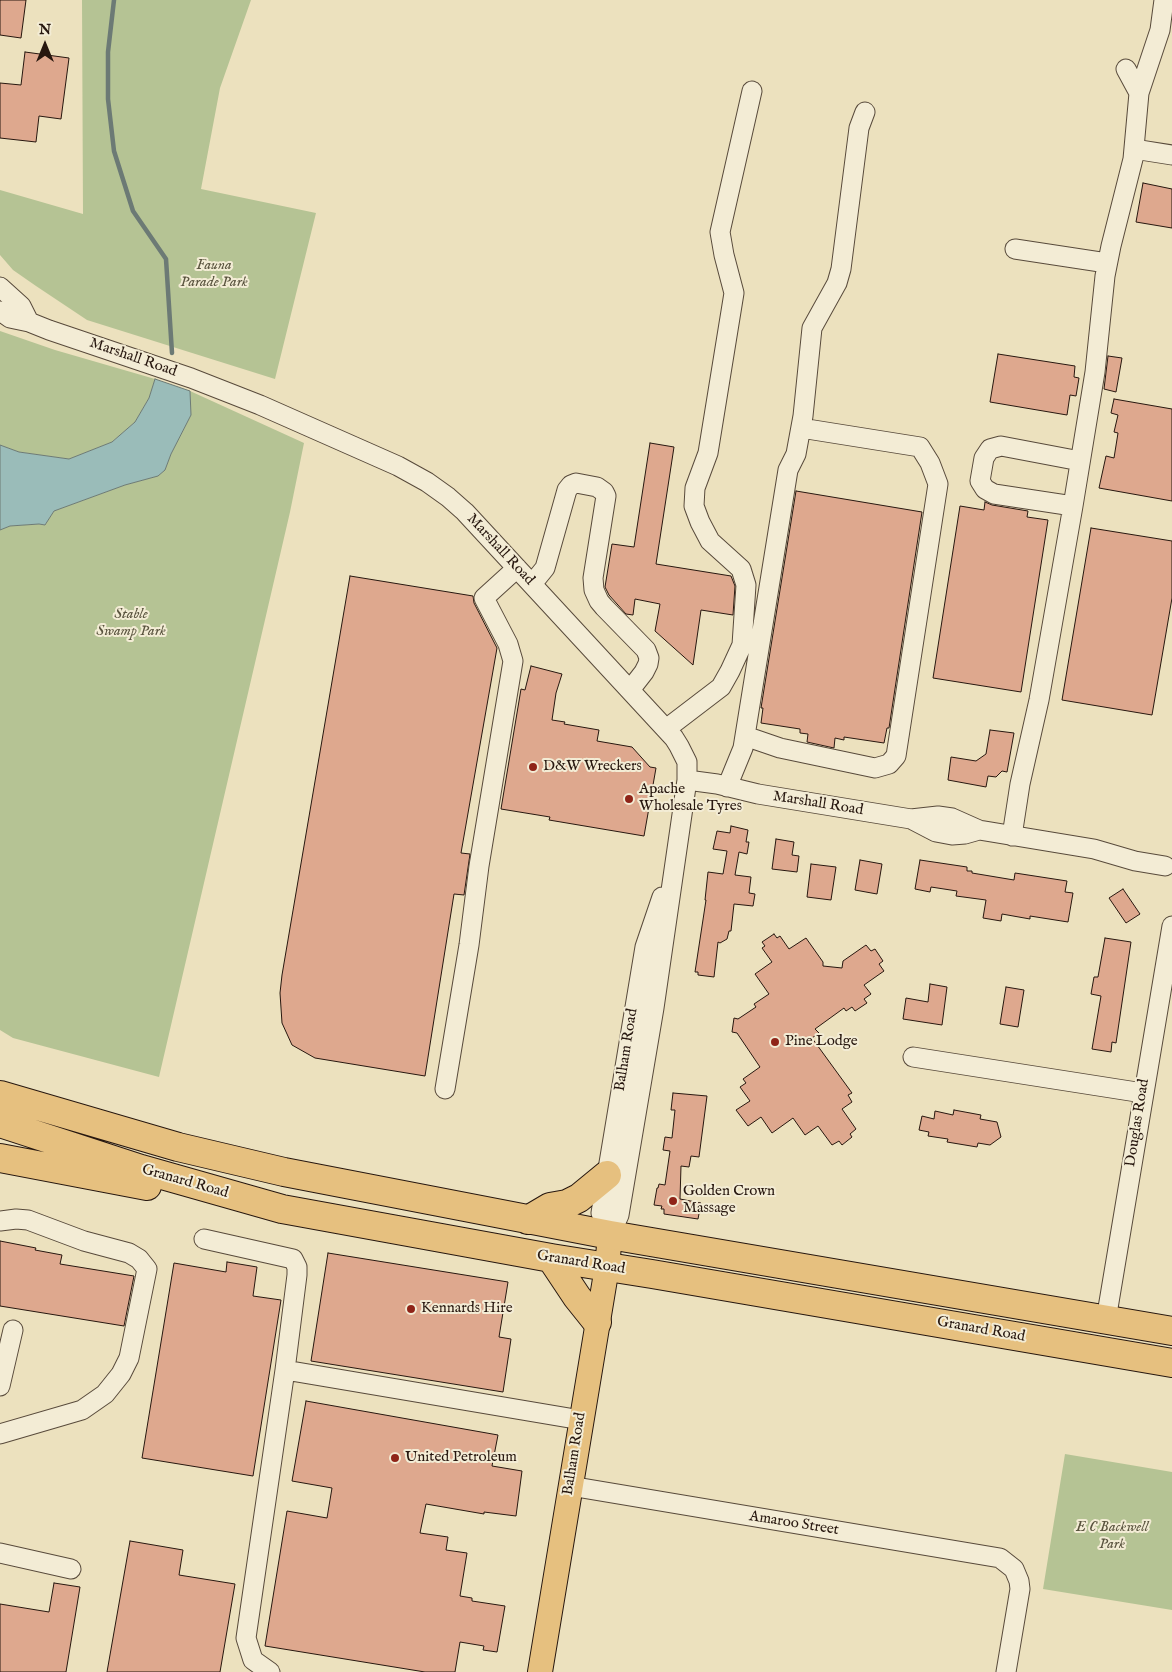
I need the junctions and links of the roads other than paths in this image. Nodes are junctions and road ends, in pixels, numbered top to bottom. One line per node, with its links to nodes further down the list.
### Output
1 (1164, 0): 4 (street)
2 (1126, 69): 4 (street)
3 (752, 91): 19 (street)
4 (1139, 93): 6 (street)
5 (865, 112): 13 (street)
6 (1134, 149): 7 (street); 9 (street)
7 (1172, 155)
8 (1016, 249): 9 (street)
9 (1107, 263): 14 (street)
10 (0, 287): 12 (street)
11 (0, 311): 12 (street, Marshall Road)
12 (30, 322): 16 (street, Marshall Road)
13 (801, 428): 20 (street); 20 (street)
14 (1080, 461): 15 (street); 15 (street)
15 (1073, 506): 23 (street)
16 (517, 568): 17 (street, Marshall Road); 29 (street)
17 (532, 584): 18 (street, Marshall Road); 18 (street)
18 (630, 690): 19 (street, Marshall Road)
19 (666, 729): 21 (street, Marshall Road)
20 (745, 736): 22 (street)
21 (687, 780): 22 (street, Marshall Road); 25 (street, Balham Road)
22 (727, 787): 23 (street, Marshall Road)
23 (1012, 836): 24 (street, Marshall Road)
24 (1170, 867)
25 (673, 868): 35 (street, Balham Road); 39 (street, Balham Road)
26 (1172, 926): 30 (street, Douglas Road)
27 (913, 1057): 30 (street)
28 (0, 1086): 32 (highway)
29 (445, 1090)
30 (1143, 1093): 43 (street, Douglas Road)
31 (0, 1095): 32 (highway, Granard Road)
32 (67, 1116): 37 (highway, Granard Road)
33 (0, 1123): 36 (highway, Granard Road)
34 (0, 1160): 36 (highway)
35 (607, 1175): 37 (highway); 39 (street, Balham Road)
36 (282, 1209): 41 (highway, Granard Road)
37 (528, 1220): 39 (highway, Granard Road)
38 (0, 1222): 51 (street)
39 (610, 1235): 42 (main road, Balham Road); 43 (highway, Granard Road)
40 (204, 1239): 48 (street)
41 (551, 1258): 42 (highway, Granard Road); 44 (highway)
42 (607, 1267): 44 (main road, Balham Road); 47 (highway, Granard Road)
43 (1106, 1320): 46 (highway, Granard Road)
44 (597, 1322): 50 (main road, Balham Road)
45 (13, 1330): 49 (street)
46 (1172, 1331)
47 (1172, 1362)
48 (285, 1370): 50 (street); 55 (street)
49 (0, 1386)
50 (581, 1420): 52 (main road, Balham Road)
51 (0, 1434)
52 (570, 1486): 56 (main road, Balham Road); 57 (street, Amaroo Street)
53 (0, 1552): 54 (street)
54 (71, 1568)
55 (270, 1672)
56 (540, 1672)
57 (1006, 1672)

Task description> Scan the records above and show every line in which the word "Marshall" occurs.

Response for this exercise>
11 (0, 311): 12 (street, Marshall Road)
12 (30, 322): 16 (street, Marshall Road)
16 (517, 568): 17 (street, Marshall Road); 29 (street)
17 (532, 584): 18 (street, Marshall Road); 18 (street)
18 (630, 690): 19 (street, Marshall Road)
19 (666, 729): 21 (street, Marshall Road)
21 (687, 780): 22 (street, Marshall Road); 25 (street, Balham Road)
22 (727, 787): 23 (street, Marshall Road)
23 (1012, 836): 24 (street, Marshall Road)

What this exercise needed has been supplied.